#### DATASET EXTRACT
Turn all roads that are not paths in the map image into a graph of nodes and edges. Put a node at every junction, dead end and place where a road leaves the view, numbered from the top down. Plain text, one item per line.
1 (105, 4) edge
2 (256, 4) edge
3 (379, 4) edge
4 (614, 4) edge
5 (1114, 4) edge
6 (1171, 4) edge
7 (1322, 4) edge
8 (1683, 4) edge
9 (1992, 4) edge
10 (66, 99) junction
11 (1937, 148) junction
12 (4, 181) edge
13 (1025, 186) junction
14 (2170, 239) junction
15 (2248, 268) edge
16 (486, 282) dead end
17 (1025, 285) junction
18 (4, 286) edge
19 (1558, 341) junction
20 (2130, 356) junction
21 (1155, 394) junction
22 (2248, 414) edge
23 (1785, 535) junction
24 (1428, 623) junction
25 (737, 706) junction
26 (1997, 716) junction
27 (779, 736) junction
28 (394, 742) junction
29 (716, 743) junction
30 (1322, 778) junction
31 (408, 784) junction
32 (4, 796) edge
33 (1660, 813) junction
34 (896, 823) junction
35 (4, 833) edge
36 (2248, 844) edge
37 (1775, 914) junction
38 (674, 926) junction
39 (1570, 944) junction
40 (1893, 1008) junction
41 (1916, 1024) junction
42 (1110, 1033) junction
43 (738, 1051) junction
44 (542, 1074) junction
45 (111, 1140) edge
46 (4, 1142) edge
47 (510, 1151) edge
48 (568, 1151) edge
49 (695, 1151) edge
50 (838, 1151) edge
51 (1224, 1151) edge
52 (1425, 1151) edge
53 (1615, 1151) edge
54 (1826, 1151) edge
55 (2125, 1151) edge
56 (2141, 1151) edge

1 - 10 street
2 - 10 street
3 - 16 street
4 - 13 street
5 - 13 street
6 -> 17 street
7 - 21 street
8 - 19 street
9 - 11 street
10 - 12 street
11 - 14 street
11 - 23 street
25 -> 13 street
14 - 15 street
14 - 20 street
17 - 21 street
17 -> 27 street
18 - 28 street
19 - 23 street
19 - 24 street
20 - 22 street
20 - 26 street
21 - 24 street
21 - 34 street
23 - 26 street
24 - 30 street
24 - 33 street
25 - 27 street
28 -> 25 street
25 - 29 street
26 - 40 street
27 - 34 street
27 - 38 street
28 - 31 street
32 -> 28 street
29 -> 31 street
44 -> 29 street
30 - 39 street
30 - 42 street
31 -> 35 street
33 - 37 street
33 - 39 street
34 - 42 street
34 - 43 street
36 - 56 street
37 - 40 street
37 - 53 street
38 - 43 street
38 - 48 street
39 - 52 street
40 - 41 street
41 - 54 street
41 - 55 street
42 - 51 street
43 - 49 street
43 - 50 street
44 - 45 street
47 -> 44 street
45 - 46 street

#### WORK INSTRUCTIONS
Only an exact copy of the data above will do.

#### TASK SOLUTION
Turn all roads that are not paths in the map image into a graph of nodes and edges. Put a node at every junction, dead end and place where a road leaves the view, numbered from the top down. Plain text, one item per line.
1 (105, 4) edge
2 (256, 4) edge
3 (379, 4) edge
4 (614, 4) edge
5 (1114, 4) edge
6 (1171, 4) edge
7 (1322, 4) edge
8 (1683, 4) edge
9 (1992, 4) edge
10 (66, 99) junction
11 (1937, 148) junction
12 (4, 181) edge
13 (1025, 186) junction
14 (2170, 239) junction
15 (2248, 268) edge
16 (486, 282) dead end
17 (1025, 285) junction
18 (4, 286) edge
19 (1558, 341) junction
20 (2130, 356) junction
21 (1155, 394) junction
22 (2248, 414) edge
23 (1785, 535) junction
24 (1428, 623) junction
25 (737, 706) junction
26 (1997, 716) junction
27 (779, 736) junction
28 (394, 742) junction
29 (716, 743) junction
30 (1322, 778) junction
31 (408, 784) junction
32 (4, 796) edge
33 (1660, 813) junction
34 (896, 823) junction
35 (4, 833) edge
36 (2248, 844) edge
37 (1775, 914) junction
38 (674, 926) junction
39 (1570, 944) junction
40 (1893, 1008) junction
41 (1916, 1024) junction
42 (1110, 1033) junction
43 (738, 1051) junction
44 (542, 1074) junction
45 (111, 1140) edge
46 (4, 1142) edge
47 (510, 1151) edge
48 (568, 1151) edge
49 (695, 1151) edge
50 (838, 1151) edge
51 (1224, 1151) edge
52 (1425, 1151) edge
53 (1615, 1151) edge
54 (1826, 1151) edge
55 (2125, 1151) edge
56 (2141, 1151) edge

1 - 10 street
2 - 10 street
3 - 16 street
4 - 13 street
5 - 13 street
6 -> 17 street
7 - 21 street
8 - 19 street
9 - 11 street
10 - 12 street
11 - 14 street
11 - 23 street
25 -> 13 street
14 - 15 street
14 - 20 street
17 - 21 street
17 -> 27 street
18 - 28 street
19 - 23 street
19 - 24 street
20 - 22 street
20 - 26 street
21 - 24 street
21 - 34 street
23 - 26 street
24 - 30 street
24 - 33 street
25 - 27 street
28 -> 25 street
25 - 29 street
26 - 40 street
27 - 34 street
27 - 38 street
28 - 31 street
32 -> 28 street
29 -> 31 street
44 -> 29 street
30 - 39 street
30 - 42 street
31 -> 35 street
33 - 37 street
33 - 39 street
34 - 42 street
34 - 43 street
36 - 56 street
37 - 40 street
37 - 53 street
38 - 43 street
38 - 48 street
39 - 52 street
40 - 41 street
41 - 54 street
41 - 55 street
42 - 51 street
43 - 49 street
43 - 50 street
44 - 45 street
47 -> 44 street
45 - 46 street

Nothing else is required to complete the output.